California's Sovereignty derives from it's State Constitution. The state was admitted to the Union on Sept. 9, 1850, removing it from being a Federal Territory. One of the first acts of the State Legislature was to pass legislation establishing the various counties of the state and creating a general index of land ownership thereunder. The system fostered in the Federal Territorial land ownership under the Treaty of Guadalupe Hildago from a few years prior, which in turn validated the prior ownership system under Mexican rule.
The Federal Territorial status derives from the finalization of the war with Mexico under the Treaty of Guadalupe Hildago signed on February 2, 1848.
The treaty established all water rights issues that continue to this day. In addition, the treaty (obviously) settled the war, and also fostered in the system of Mexican Ranchos which were part and parcel to the former system of Spanish colonial land grants from the crown, prior to Mexican independence.

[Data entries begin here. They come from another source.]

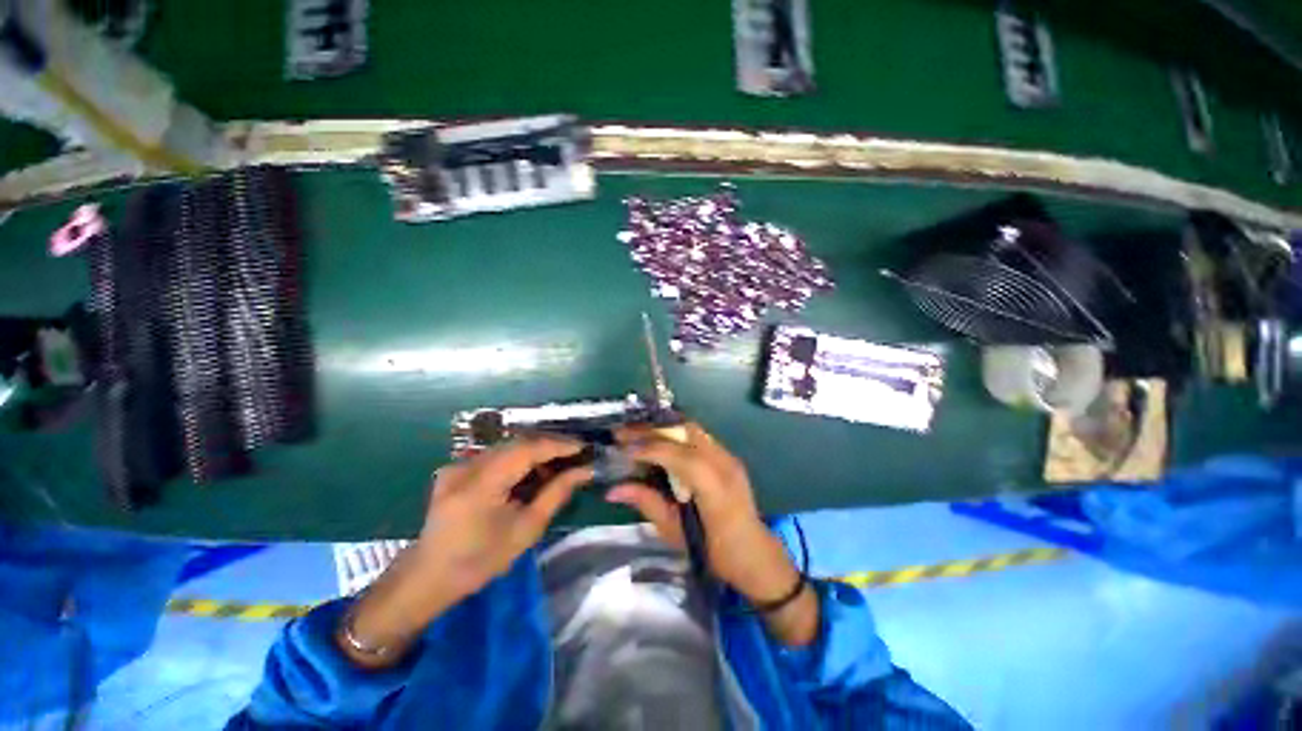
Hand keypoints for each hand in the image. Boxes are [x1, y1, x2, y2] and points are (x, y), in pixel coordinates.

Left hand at [414, 435, 593, 597]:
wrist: (429, 577)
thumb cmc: (481, 561)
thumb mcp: (526, 530)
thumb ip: (556, 494)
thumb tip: (584, 471)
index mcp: (481, 484)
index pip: (528, 449)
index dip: (559, 444)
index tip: (584, 447)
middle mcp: (467, 466)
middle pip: (518, 443)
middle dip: (550, 446)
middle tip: (576, 455)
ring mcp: (459, 465)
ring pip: (508, 447)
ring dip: (535, 452)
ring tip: (558, 464)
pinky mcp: (456, 469)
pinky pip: (495, 455)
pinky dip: (518, 459)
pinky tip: (531, 472)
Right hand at [609, 423, 816, 644]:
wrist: (753, 552)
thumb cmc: (713, 552)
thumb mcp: (675, 532)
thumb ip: (646, 503)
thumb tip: (612, 489)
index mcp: (715, 489)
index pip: (680, 456)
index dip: (650, 448)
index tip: (622, 449)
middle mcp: (724, 464)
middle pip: (685, 432)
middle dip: (651, 430)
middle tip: (622, 434)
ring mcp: (728, 456)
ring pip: (691, 428)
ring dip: (661, 428)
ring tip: (635, 433)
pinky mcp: (727, 455)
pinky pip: (696, 435)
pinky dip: (673, 433)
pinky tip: (657, 438)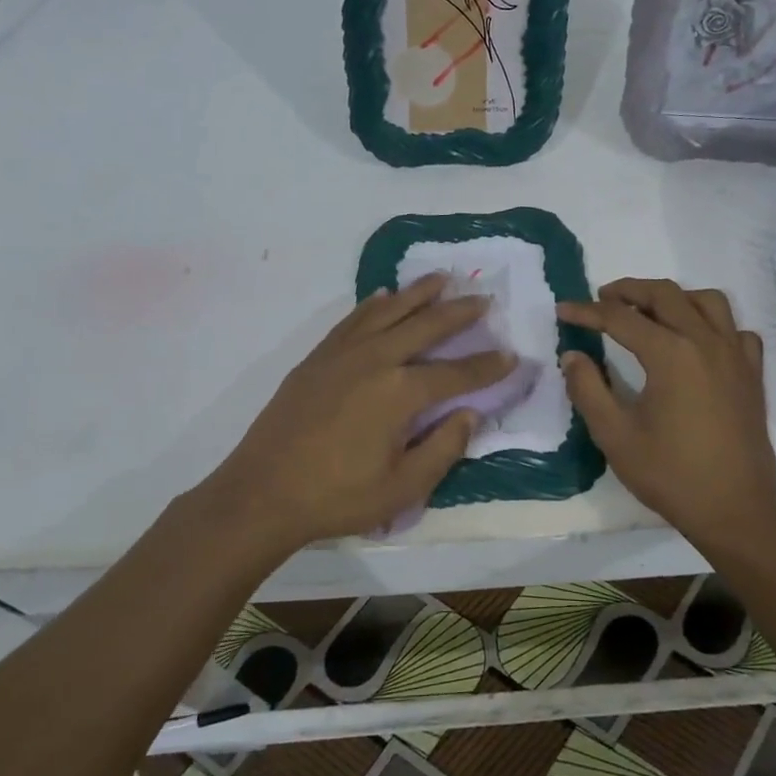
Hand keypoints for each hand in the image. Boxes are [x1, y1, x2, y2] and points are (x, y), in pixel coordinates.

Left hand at [194, 273, 513, 549]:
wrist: (262, 492)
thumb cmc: (337, 497)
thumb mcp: (402, 489)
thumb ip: (443, 449)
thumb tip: (469, 414)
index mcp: (400, 393)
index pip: (456, 373)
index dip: (488, 366)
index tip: (513, 355)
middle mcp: (375, 360)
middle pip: (426, 326)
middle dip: (459, 313)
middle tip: (484, 300)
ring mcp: (343, 353)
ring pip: (389, 311)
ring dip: (418, 293)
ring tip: (441, 279)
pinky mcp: (318, 357)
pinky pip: (353, 319)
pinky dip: (374, 304)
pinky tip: (384, 296)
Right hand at [558, 279, 775, 542]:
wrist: (734, 510)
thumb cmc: (670, 474)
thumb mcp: (614, 435)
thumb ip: (588, 389)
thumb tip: (572, 355)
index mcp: (670, 354)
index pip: (620, 318)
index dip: (587, 311)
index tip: (563, 310)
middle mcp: (705, 342)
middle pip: (665, 294)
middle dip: (628, 290)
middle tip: (602, 299)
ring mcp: (735, 356)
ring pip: (707, 301)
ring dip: (674, 297)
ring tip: (650, 312)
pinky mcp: (752, 374)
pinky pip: (735, 330)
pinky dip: (713, 324)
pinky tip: (697, 342)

Of minor interest is the historical footnote of the Bear Flag Republic wherein American settlors to the Mexican Territory of California seized the Mexican fort at Sonoma, forced the Mexican Governor-General Vallejo (after a long mutual drinking session) to sign a treaty, established a Constitutional Republic modeled on the American system, electred William Brown Ide at the first and only President thereof, and for some months in the summer of 1848, and issued decrees of law that were posted on the flag pole at the fort during this time.
The title research standards for our industry in California are to search Grantor and Grantee back to the most recent (re)subdivision of the land in the Official Records of the effective county. Many of the original subdivision maps are a County recording of the federal land survey maps by the federal government or private recordings of Rancho maps by the wealthy families who still owned those lands.